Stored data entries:
==*==
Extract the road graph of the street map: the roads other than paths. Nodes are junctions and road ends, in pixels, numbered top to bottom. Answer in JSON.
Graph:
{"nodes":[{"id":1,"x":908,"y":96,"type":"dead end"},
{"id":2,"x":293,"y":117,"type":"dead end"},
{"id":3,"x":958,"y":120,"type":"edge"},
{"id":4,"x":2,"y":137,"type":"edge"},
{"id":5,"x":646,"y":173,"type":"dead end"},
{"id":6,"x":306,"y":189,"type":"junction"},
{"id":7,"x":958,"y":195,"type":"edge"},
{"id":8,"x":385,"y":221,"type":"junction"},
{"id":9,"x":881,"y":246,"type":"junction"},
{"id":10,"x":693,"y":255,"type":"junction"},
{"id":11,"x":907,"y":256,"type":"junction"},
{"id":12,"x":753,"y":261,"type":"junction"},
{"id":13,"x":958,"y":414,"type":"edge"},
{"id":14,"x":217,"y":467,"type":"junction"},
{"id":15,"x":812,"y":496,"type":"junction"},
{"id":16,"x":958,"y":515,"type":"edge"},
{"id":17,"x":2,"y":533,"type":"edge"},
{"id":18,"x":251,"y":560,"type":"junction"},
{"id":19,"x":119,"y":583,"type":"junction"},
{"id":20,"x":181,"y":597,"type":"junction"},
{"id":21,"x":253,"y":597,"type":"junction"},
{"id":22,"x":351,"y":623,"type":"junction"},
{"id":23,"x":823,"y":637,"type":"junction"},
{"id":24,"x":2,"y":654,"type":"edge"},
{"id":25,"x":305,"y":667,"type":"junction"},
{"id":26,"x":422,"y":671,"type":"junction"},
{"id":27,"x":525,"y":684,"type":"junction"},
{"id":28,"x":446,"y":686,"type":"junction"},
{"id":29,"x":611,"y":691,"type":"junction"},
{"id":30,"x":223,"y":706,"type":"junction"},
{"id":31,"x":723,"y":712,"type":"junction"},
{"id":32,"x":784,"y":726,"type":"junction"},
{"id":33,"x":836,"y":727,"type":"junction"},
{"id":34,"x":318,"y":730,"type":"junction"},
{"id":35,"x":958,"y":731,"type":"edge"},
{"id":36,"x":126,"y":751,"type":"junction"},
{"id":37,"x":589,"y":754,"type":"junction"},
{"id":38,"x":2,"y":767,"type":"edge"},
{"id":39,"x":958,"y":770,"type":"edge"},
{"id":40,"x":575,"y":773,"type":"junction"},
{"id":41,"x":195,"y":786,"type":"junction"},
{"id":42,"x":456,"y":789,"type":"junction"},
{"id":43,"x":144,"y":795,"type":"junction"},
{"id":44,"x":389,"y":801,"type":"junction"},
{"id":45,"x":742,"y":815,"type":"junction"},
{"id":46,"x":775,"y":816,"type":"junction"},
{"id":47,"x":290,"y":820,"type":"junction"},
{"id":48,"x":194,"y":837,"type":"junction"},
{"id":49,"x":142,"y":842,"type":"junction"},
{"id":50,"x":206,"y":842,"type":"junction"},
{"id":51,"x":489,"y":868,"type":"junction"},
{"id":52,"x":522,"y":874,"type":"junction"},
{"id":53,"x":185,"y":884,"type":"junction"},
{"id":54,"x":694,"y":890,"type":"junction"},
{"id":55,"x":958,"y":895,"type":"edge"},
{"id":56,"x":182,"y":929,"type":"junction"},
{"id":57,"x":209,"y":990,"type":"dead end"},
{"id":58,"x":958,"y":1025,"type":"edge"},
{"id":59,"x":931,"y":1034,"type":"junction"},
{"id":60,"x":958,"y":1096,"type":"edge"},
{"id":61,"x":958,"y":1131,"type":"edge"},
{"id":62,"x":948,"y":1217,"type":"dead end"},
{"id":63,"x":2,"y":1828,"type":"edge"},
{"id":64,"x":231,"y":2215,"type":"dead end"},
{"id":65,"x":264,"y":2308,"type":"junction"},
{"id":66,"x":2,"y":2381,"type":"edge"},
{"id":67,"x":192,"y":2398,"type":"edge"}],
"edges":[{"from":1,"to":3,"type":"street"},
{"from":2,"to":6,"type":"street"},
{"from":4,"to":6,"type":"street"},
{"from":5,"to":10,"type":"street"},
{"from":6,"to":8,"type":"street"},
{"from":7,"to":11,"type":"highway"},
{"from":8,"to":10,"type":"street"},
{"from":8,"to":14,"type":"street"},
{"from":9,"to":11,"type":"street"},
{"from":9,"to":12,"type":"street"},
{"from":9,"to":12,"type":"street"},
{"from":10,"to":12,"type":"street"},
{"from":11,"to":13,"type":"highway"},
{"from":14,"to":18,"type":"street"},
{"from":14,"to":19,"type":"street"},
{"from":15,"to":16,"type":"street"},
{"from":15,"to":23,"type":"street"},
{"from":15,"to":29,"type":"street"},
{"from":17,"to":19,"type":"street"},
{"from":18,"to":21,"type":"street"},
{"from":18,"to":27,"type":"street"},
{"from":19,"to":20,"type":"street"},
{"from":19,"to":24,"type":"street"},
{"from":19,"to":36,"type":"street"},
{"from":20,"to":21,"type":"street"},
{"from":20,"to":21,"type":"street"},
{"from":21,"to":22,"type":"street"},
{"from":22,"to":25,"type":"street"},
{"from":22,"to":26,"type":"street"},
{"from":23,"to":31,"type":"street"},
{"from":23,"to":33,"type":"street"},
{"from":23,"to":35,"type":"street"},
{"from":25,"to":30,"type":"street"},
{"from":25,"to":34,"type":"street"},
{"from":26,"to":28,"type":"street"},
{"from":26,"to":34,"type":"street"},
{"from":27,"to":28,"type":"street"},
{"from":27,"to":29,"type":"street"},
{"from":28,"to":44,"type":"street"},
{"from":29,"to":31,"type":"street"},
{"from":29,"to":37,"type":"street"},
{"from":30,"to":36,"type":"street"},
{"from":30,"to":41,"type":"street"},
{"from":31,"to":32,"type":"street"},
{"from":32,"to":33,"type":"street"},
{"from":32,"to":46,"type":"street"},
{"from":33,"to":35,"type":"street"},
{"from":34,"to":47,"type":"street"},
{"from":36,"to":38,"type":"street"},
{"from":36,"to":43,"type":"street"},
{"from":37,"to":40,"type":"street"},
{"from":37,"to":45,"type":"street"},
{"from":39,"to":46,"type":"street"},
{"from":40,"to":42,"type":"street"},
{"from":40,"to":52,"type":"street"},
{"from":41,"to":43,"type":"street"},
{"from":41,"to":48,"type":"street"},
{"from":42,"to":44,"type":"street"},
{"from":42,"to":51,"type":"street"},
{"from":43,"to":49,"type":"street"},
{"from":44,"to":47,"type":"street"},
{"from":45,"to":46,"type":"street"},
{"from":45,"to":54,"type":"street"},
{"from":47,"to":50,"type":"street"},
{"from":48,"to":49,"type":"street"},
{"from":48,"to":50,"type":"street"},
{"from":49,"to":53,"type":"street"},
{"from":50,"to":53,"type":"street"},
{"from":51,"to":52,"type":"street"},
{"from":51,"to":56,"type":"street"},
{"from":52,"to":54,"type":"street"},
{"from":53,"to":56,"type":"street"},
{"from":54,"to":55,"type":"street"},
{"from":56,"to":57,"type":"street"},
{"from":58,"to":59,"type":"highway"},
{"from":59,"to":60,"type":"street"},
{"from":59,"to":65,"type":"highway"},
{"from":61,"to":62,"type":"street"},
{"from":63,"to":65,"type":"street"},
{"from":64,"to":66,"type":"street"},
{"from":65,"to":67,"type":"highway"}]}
==*==
TASK DIRECTIONS -
Restate the records above in full, keeping each line exactly as it stands.

TASK OUTPUT -
Extract the road graph of the street map: the roads other than paths. Nodes are junctions and road ends, in pixels, numbered top to bottom. Answer in JSON.
Graph:
{"nodes":[{"id":1,"x":908,"y":96,"type":"dead end"},
{"id":2,"x":293,"y":117,"type":"dead end"},
{"id":3,"x":958,"y":120,"type":"edge"},
{"id":4,"x":2,"y":137,"type":"edge"},
{"id":5,"x":646,"y":173,"type":"dead end"},
{"id":6,"x":306,"y":189,"type":"junction"},
{"id":7,"x":958,"y":195,"type":"edge"},
{"id":8,"x":385,"y":221,"type":"junction"},
{"id":9,"x":881,"y":246,"type":"junction"},
{"id":10,"x":693,"y":255,"type":"junction"},
{"id":11,"x":907,"y":256,"type":"junction"},
{"id":12,"x":753,"y":261,"type":"junction"},
{"id":13,"x":958,"y":414,"type":"edge"},
{"id":14,"x":217,"y":467,"type":"junction"},
{"id":15,"x":812,"y":496,"type":"junction"},
{"id":16,"x":958,"y":515,"type":"edge"},
{"id":17,"x":2,"y":533,"type":"edge"},
{"id":18,"x":251,"y":560,"type":"junction"},
{"id":19,"x":119,"y":583,"type":"junction"},
{"id":20,"x":181,"y":597,"type":"junction"},
{"id":21,"x":253,"y":597,"type":"junction"},
{"id":22,"x":351,"y":623,"type":"junction"},
{"id":23,"x":823,"y":637,"type":"junction"},
{"id":24,"x":2,"y":654,"type":"edge"},
{"id":25,"x":305,"y":667,"type":"junction"},
{"id":26,"x":422,"y":671,"type":"junction"},
{"id":27,"x":525,"y":684,"type":"junction"},
{"id":28,"x":446,"y":686,"type":"junction"},
{"id":29,"x":611,"y":691,"type":"junction"},
{"id":30,"x":223,"y":706,"type":"junction"},
{"id":31,"x":723,"y":712,"type":"junction"},
{"id":32,"x":784,"y":726,"type":"junction"},
{"id":33,"x":836,"y":727,"type":"junction"},
{"id":34,"x":318,"y":730,"type":"junction"},
{"id":35,"x":958,"y":731,"type":"edge"},
{"id":36,"x":126,"y":751,"type":"junction"},
{"id":37,"x":589,"y":754,"type":"junction"},
{"id":38,"x":2,"y":767,"type":"edge"},
{"id":39,"x":958,"y":770,"type":"edge"},
{"id":40,"x":575,"y":773,"type":"junction"},
{"id":41,"x":195,"y":786,"type":"junction"},
{"id":42,"x":456,"y":789,"type":"junction"},
{"id":43,"x":144,"y":795,"type":"junction"},
{"id":44,"x":389,"y":801,"type":"junction"},
{"id":45,"x":742,"y":815,"type":"junction"},
{"id":46,"x":775,"y":816,"type":"junction"},
{"id":47,"x":290,"y":820,"type":"junction"},
{"id":48,"x":194,"y":837,"type":"junction"},
{"id":49,"x":142,"y":842,"type":"junction"},
{"id":50,"x":206,"y":842,"type":"junction"},
{"id":51,"x":489,"y":868,"type":"junction"},
{"id":52,"x":522,"y":874,"type":"junction"},
{"id":53,"x":185,"y":884,"type":"junction"},
{"id":54,"x":694,"y":890,"type":"junction"},
{"id":55,"x":958,"y":895,"type":"edge"},
{"id":56,"x":182,"y":929,"type":"junction"},
{"id":57,"x":209,"y":990,"type":"dead end"},
{"id":58,"x":958,"y":1025,"type":"edge"},
{"id":59,"x":931,"y":1034,"type":"junction"},
{"id":60,"x":958,"y":1096,"type":"edge"},
{"id":61,"x":958,"y":1131,"type":"edge"},
{"id":62,"x":948,"y":1217,"type":"dead end"},
{"id":63,"x":2,"y":1828,"type":"edge"},
{"id":64,"x":231,"y":2215,"type":"dead end"},
{"id":65,"x":264,"y":2308,"type":"junction"},
{"id":66,"x":2,"y":2381,"type":"edge"},
{"id":67,"x":192,"y":2398,"type":"edge"}],
"edges":[{"from":1,"to":3,"type":"street"},
{"from":2,"to":6,"type":"street"},
{"from":4,"to":6,"type":"street"},
{"from":5,"to":10,"type":"street"},
{"from":6,"to":8,"type":"street"},
{"from":7,"to":11,"type":"highway"},
{"from":8,"to":10,"type":"street"},
{"from":8,"to":14,"type":"street"},
{"from":9,"to":11,"type":"street"},
{"from":9,"to":12,"type":"street"},
{"from":9,"to":12,"type":"street"},
{"from":10,"to":12,"type":"street"},
{"from":11,"to":13,"type":"highway"},
{"from":14,"to":18,"type":"street"},
{"from":14,"to":19,"type":"street"},
{"from":15,"to":16,"type":"street"},
{"from":15,"to":23,"type":"street"},
{"from":15,"to":29,"type":"street"},
{"from":17,"to":19,"type":"street"},
{"from":18,"to":21,"type":"street"},
{"from":18,"to":27,"type":"street"},
{"from":19,"to":20,"type":"street"},
{"from":19,"to":24,"type":"street"},
{"from":19,"to":36,"type":"street"},
{"from":20,"to":21,"type":"street"},
{"from":20,"to":21,"type":"street"},
{"from":21,"to":22,"type":"street"},
{"from":22,"to":25,"type":"street"},
{"from":22,"to":26,"type":"street"},
{"from":23,"to":31,"type":"street"},
{"from":23,"to":33,"type":"street"},
{"from":23,"to":35,"type":"street"},
{"from":25,"to":30,"type":"street"},
{"from":25,"to":34,"type":"street"},
{"from":26,"to":28,"type":"street"},
{"from":26,"to":34,"type":"street"},
{"from":27,"to":28,"type":"street"},
{"from":27,"to":29,"type":"street"},
{"from":28,"to":44,"type":"street"},
{"from":29,"to":31,"type":"street"},
{"from":29,"to":37,"type":"street"},
{"from":30,"to":36,"type":"street"},
{"from":30,"to":41,"type":"street"},
{"from":31,"to":32,"type":"street"},
{"from":32,"to":33,"type":"street"},
{"from":32,"to":46,"type":"street"},
{"from":33,"to":35,"type":"street"},
{"from":34,"to":47,"type":"street"},
{"from":36,"to":38,"type":"street"},
{"from":36,"to":43,"type":"street"},
{"from":37,"to":40,"type":"street"},
{"from":37,"to":45,"type":"street"},
{"from":39,"to":46,"type":"street"},
{"from":40,"to":42,"type":"street"},
{"from":40,"to":52,"type":"street"},
{"from":41,"to":43,"type":"street"},
{"from":41,"to":48,"type":"street"},
{"from":42,"to":44,"type":"street"},
{"from":42,"to":51,"type":"street"},
{"from":43,"to":49,"type":"street"},
{"from":44,"to":47,"type":"street"},
{"from":45,"to":46,"type":"street"},
{"from":45,"to":54,"type":"street"},
{"from":47,"to":50,"type":"street"},
{"from":48,"to":49,"type":"street"},
{"from":48,"to":50,"type":"street"},
{"from":49,"to":53,"type":"street"},
{"from":50,"to":53,"type":"street"},
{"from":51,"to":52,"type":"street"},
{"from":51,"to":56,"type":"street"},
{"from":52,"to":54,"type":"street"},
{"from":53,"to":56,"type":"street"},
{"from":54,"to":55,"type":"street"},
{"from":56,"to":57,"type":"street"},
{"from":58,"to":59,"type":"highway"},
{"from":59,"to":60,"type":"street"},
{"from":59,"to":65,"type":"highway"},
{"from":61,"to":62,"type":"street"},
{"from":63,"to":65,"type":"street"},
{"from":64,"to":66,"type":"street"},
{"from":65,"to":67,"type":"highway"}]}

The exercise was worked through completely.